◆ DATA FOR REVIEW ◆
>>>>>
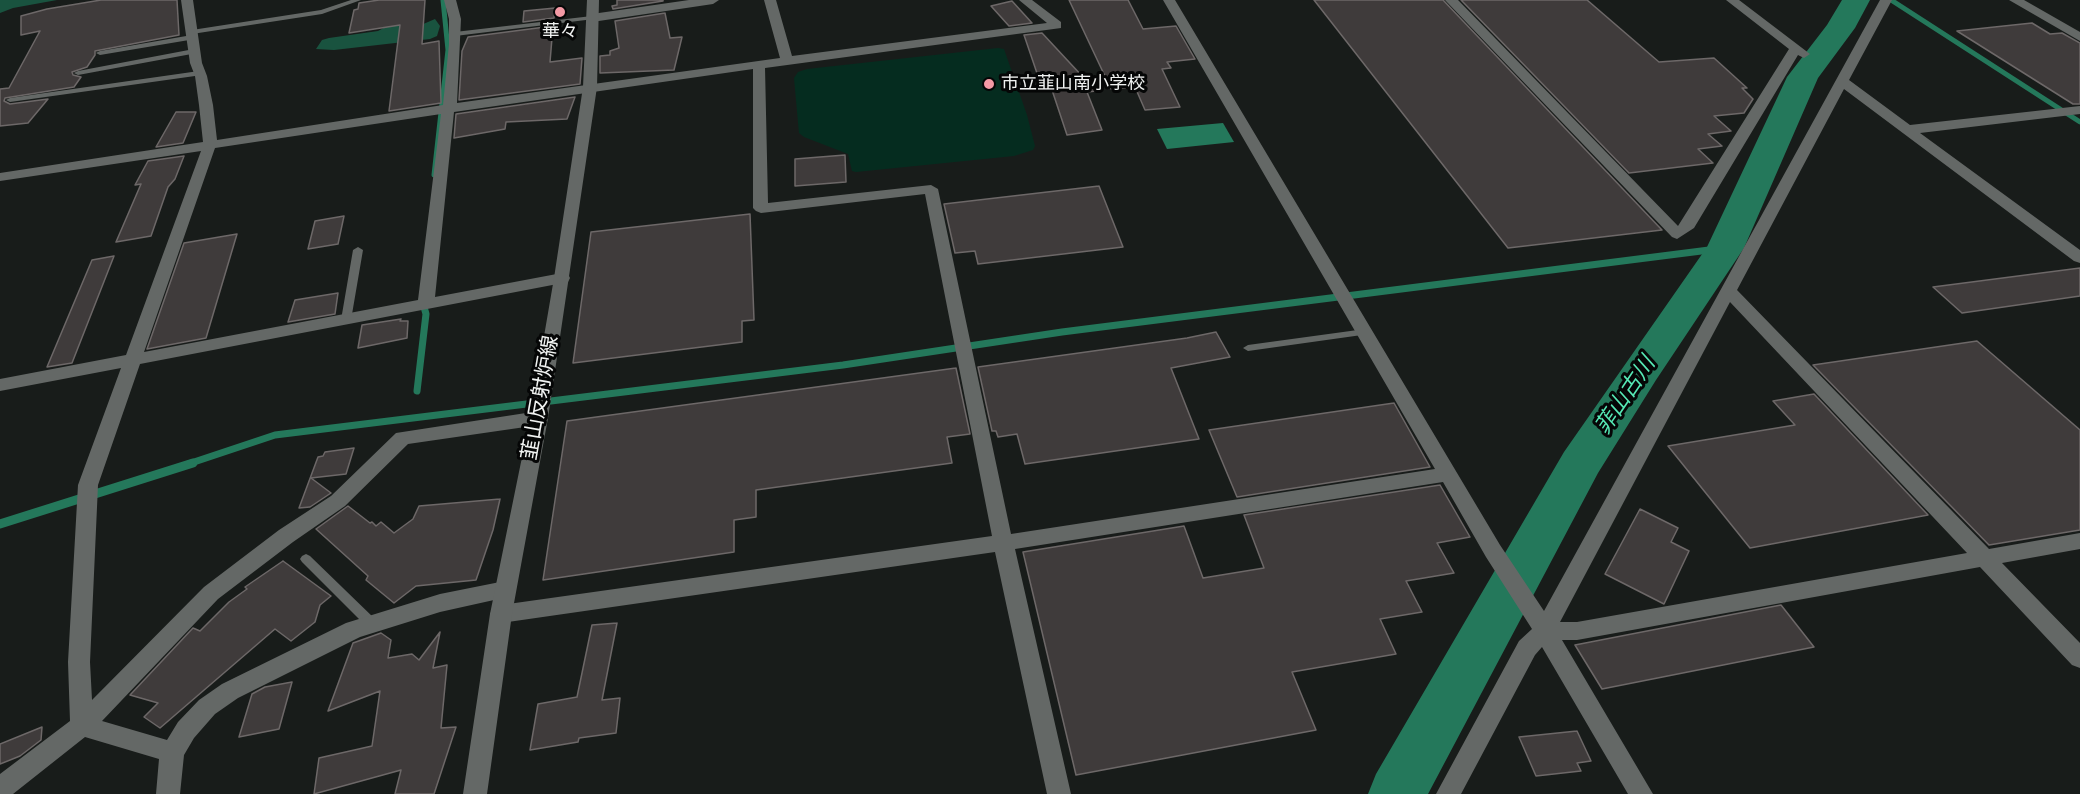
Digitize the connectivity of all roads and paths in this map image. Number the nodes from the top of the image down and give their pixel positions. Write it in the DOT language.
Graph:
<<<<<
>>>>>
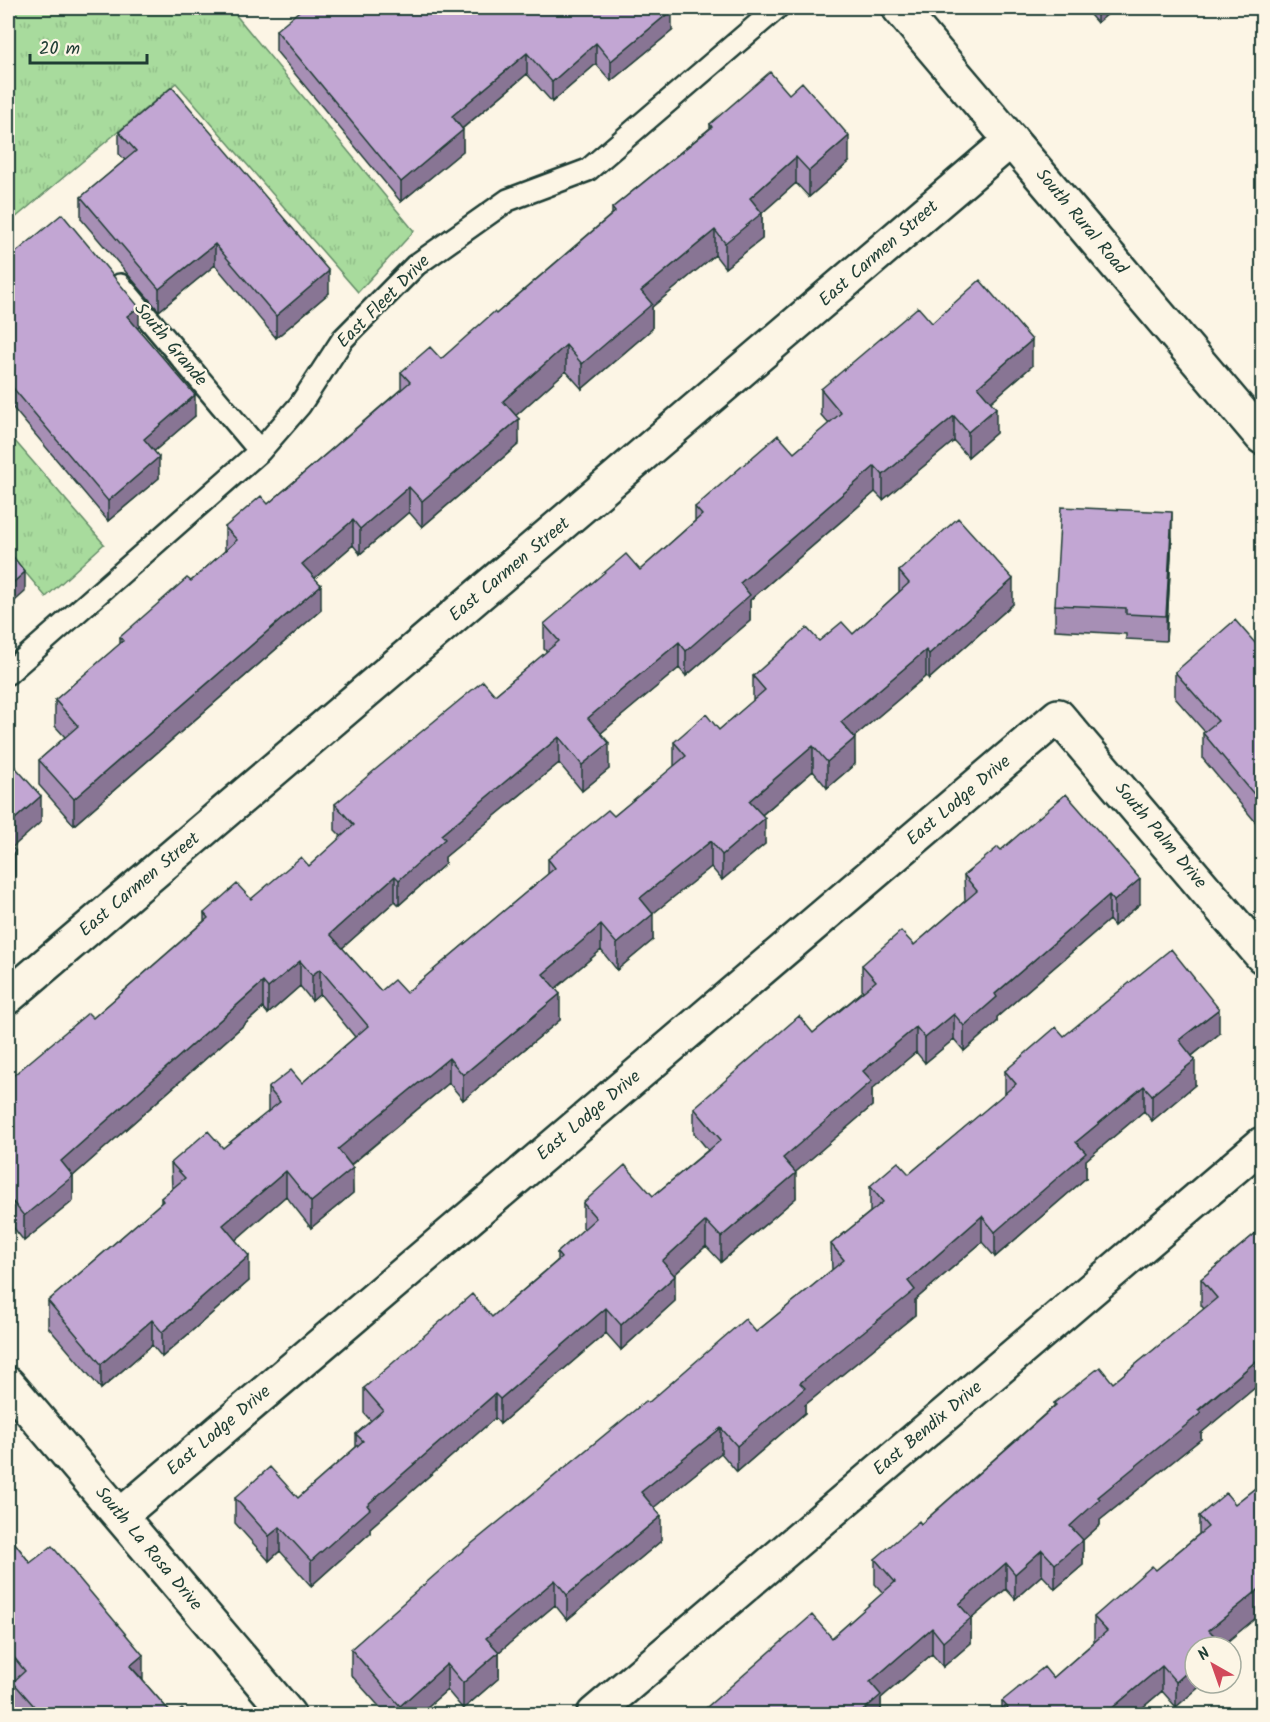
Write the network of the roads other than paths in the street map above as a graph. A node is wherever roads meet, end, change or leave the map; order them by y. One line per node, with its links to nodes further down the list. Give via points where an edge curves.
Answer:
<<<<<
Count every line in the records that holds "paths" and give that count by itself.

2